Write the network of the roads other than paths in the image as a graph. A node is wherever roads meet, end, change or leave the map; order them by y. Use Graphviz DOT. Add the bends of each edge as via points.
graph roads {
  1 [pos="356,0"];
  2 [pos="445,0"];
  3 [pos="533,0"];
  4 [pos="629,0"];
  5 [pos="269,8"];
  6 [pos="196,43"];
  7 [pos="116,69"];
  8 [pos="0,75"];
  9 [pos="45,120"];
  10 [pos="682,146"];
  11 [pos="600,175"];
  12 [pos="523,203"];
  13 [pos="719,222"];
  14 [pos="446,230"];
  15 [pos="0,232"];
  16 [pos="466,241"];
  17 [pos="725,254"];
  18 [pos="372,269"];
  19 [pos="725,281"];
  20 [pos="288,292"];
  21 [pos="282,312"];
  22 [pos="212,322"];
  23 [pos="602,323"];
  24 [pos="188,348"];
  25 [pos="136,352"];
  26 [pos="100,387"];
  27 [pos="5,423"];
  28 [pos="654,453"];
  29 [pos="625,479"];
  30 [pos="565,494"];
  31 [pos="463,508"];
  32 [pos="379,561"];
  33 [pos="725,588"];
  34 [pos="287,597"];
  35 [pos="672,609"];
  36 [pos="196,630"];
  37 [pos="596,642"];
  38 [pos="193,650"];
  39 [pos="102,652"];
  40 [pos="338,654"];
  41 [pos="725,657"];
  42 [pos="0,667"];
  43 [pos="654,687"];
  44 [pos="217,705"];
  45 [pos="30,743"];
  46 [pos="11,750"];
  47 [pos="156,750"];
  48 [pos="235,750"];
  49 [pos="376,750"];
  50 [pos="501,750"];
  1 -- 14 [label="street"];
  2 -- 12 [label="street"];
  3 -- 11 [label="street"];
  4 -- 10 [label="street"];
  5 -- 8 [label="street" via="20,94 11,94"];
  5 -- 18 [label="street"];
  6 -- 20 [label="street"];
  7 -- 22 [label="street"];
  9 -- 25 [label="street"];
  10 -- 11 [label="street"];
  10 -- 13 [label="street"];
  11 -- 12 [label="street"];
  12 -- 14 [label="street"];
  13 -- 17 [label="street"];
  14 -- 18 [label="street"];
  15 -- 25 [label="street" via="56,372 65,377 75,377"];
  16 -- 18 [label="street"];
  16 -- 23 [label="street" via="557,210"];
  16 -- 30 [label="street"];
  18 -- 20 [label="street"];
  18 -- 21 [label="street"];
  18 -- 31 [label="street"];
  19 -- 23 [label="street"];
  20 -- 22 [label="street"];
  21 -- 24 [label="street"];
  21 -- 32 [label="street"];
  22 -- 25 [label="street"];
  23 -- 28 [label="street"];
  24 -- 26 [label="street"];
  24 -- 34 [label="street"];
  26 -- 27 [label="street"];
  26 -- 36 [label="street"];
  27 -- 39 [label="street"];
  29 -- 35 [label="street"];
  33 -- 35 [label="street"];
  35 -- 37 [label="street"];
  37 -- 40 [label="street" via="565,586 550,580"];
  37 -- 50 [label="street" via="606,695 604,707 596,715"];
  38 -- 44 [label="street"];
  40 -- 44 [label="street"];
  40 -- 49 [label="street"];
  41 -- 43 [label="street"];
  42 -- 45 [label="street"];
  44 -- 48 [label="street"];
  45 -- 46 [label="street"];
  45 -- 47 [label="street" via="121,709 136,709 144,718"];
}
◇ ◇ ◇ ◇
> **Action item**:
Provide a faithful, complete copy of the entries above.

> **Output for this task**:
Write the network of the roads other than paths in the image as a graph. A node is wherever roads meet, end, change or leave the map; order them by y. Use Graphviz DOT. Add the bends of each edge as via points.
graph roads {
  1 [pos="356,0"];
  2 [pos="445,0"];
  3 [pos="533,0"];
  4 [pos="629,0"];
  5 [pos="269,8"];
  6 [pos="196,43"];
  7 [pos="116,69"];
  8 [pos="0,75"];
  9 [pos="45,120"];
  10 [pos="682,146"];
  11 [pos="600,175"];
  12 [pos="523,203"];
  13 [pos="719,222"];
  14 [pos="446,230"];
  15 [pos="0,232"];
  16 [pos="466,241"];
  17 [pos="725,254"];
  18 [pos="372,269"];
  19 [pos="725,281"];
  20 [pos="288,292"];
  21 [pos="282,312"];
  22 [pos="212,322"];
  23 [pos="602,323"];
  24 [pos="188,348"];
  25 [pos="136,352"];
  26 [pos="100,387"];
  27 [pos="5,423"];
  28 [pos="654,453"];
  29 [pos="625,479"];
  30 [pos="565,494"];
  31 [pos="463,508"];
  32 [pos="379,561"];
  33 [pos="725,588"];
  34 [pos="287,597"];
  35 [pos="672,609"];
  36 [pos="196,630"];
  37 [pos="596,642"];
  38 [pos="193,650"];
  39 [pos="102,652"];
  40 [pos="338,654"];
  41 [pos="725,657"];
  42 [pos="0,667"];
  43 [pos="654,687"];
  44 [pos="217,705"];
  45 [pos="30,743"];
  46 [pos="11,750"];
  47 [pos="156,750"];
  48 [pos="235,750"];
  49 [pos="376,750"];
  50 [pos="501,750"];
  1 -- 14 [label="street"];
  2 -- 12 [label="street"];
  3 -- 11 [label="street"];
  4 -- 10 [label="street"];
  5 -- 8 [label="street" via="20,94 11,94"];
  5 -- 18 [label="street"];
  6 -- 20 [label="street"];
  7 -- 22 [label="street"];
  9 -- 25 [label="street"];
  10 -- 11 [label="street"];
  10 -- 13 [label="street"];
  11 -- 12 [label="street"];
  12 -- 14 [label="street"];
  13 -- 17 [label="street"];
  14 -- 18 [label="street"];
  15 -- 25 [label="street" via="56,372 65,377 75,377"];
  16 -- 18 [label="street"];
  16 -- 23 [label="street" via="557,210"];
  16 -- 30 [label="street"];
  18 -- 20 [label="street"];
  18 -- 21 [label="street"];
  18 -- 31 [label="street"];
  19 -- 23 [label="street"];
  20 -- 22 [label="street"];
  21 -- 24 [label="street"];
  21 -- 32 [label="street"];
  22 -- 25 [label="street"];
  23 -- 28 [label="street"];
  24 -- 26 [label="street"];
  24 -- 34 [label="street"];
  26 -- 27 [label="street"];
  26 -- 36 [label="street"];
  27 -- 39 [label="street"];
  29 -- 35 [label="street"];
  33 -- 35 [label="street"];
  35 -- 37 [label="street"];
  37 -- 40 [label="street" via="565,586 550,580"];
  37 -- 50 [label="street" via="606,695 604,707 596,715"];
  38 -- 44 [label="street"];
  40 -- 44 [label="street"];
  40 -- 49 [label="street"];
  41 -- 43 [label="street"];
  42 -- 45 [label="street"];
  44 -- 48 [label="street"];
  45 -- 46 [label="street"];
  45 -- 47 [label="street" via="121,709 136,709 144,718"];
}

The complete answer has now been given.